MATERIAL FOR THIS TASK:

++++++++++++++++++++

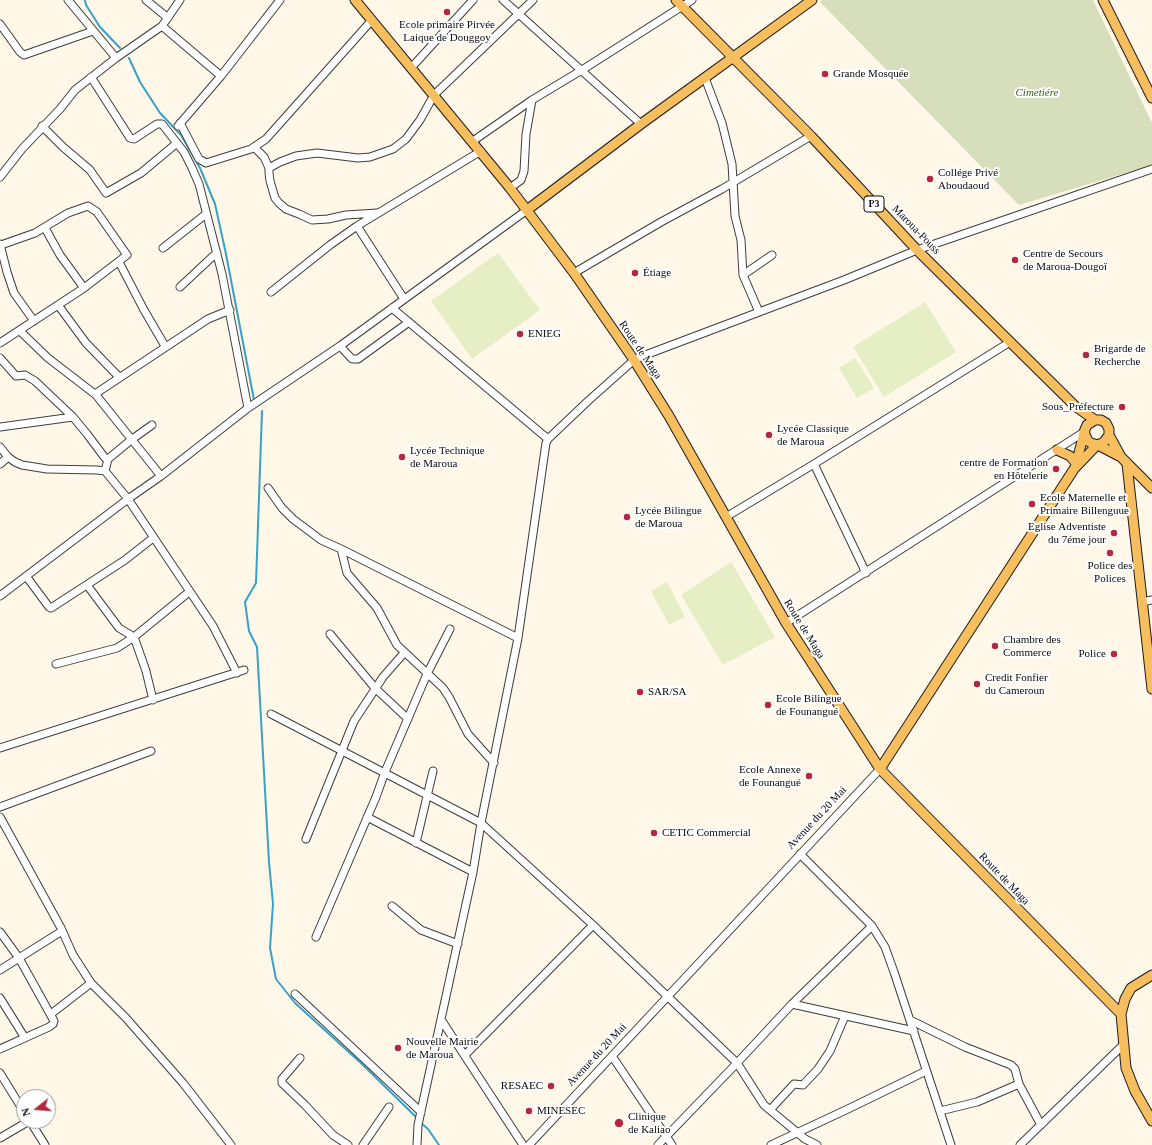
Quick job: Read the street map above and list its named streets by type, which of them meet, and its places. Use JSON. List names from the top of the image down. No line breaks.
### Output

++++++++++++++++++++

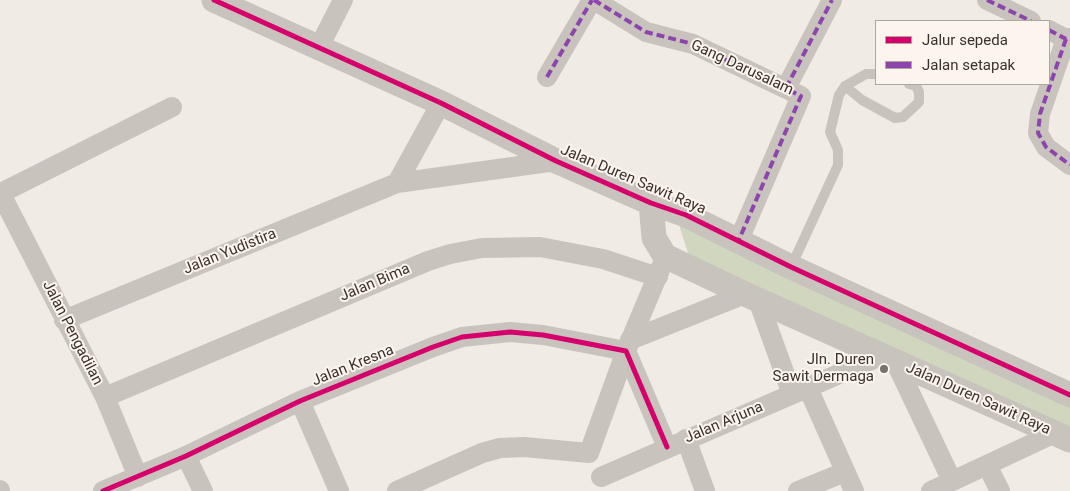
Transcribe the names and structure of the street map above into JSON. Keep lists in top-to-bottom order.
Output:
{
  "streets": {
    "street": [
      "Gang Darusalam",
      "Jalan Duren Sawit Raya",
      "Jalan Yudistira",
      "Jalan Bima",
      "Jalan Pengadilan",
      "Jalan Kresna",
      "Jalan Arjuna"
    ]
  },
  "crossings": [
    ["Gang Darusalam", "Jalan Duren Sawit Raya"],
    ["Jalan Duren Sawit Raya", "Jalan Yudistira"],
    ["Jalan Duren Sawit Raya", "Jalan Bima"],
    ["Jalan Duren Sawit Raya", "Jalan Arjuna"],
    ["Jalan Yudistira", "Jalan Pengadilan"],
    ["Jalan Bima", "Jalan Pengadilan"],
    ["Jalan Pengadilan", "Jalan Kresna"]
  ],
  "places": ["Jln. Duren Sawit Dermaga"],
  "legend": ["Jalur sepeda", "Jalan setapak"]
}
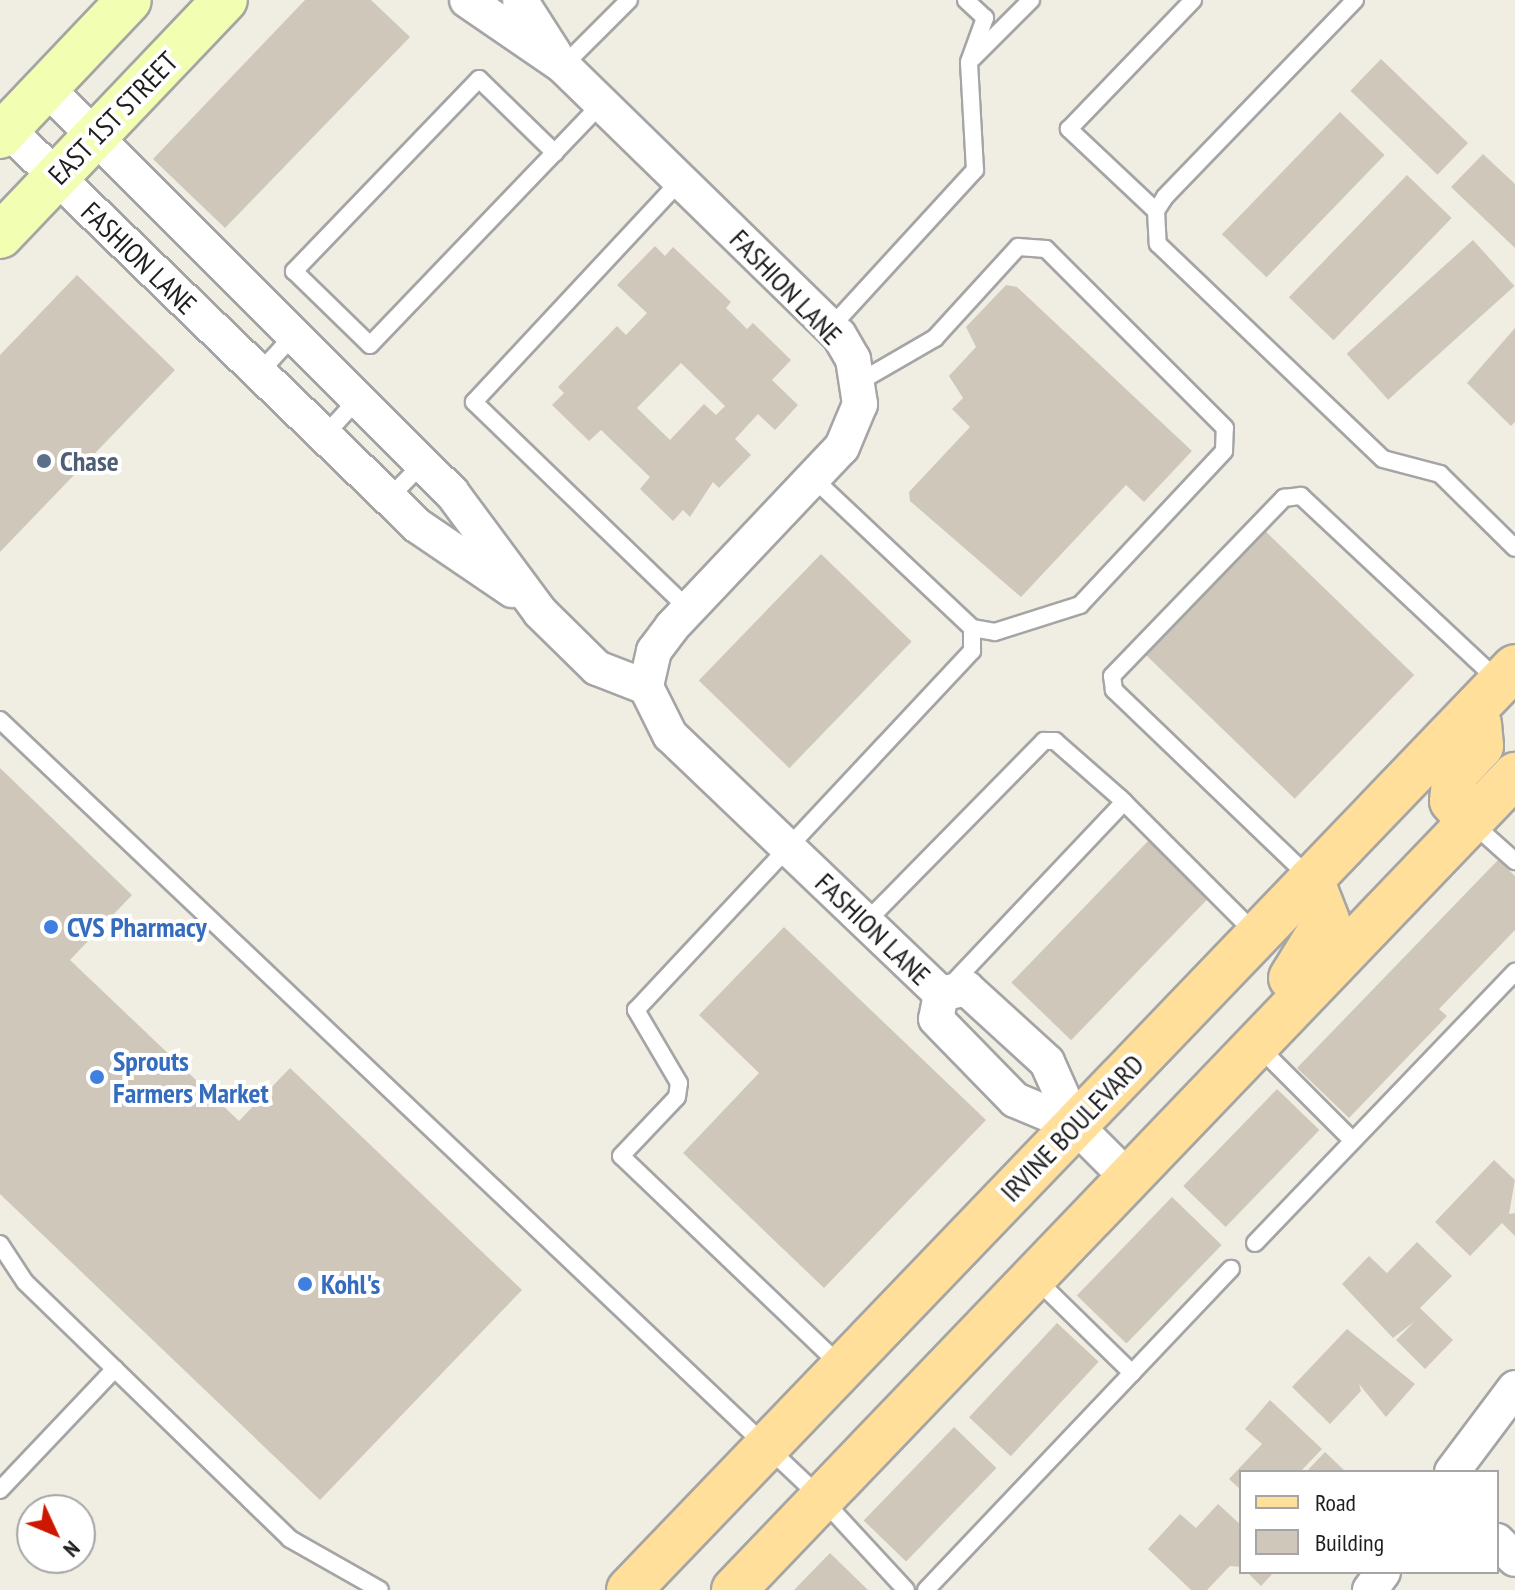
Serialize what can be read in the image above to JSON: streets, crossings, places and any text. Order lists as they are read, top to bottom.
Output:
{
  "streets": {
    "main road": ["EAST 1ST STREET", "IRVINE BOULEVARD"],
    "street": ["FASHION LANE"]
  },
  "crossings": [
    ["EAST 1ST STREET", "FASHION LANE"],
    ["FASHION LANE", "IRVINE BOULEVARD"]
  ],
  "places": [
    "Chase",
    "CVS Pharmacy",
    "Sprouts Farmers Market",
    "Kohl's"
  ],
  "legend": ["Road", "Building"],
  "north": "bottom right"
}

++++++++++++++++++++

WHAT IS EXPECTED: Tally up the lines holding the string "names" in the data above, and respond with nothing but the number.

SOLUTION FOR THIS PROBLEM: 2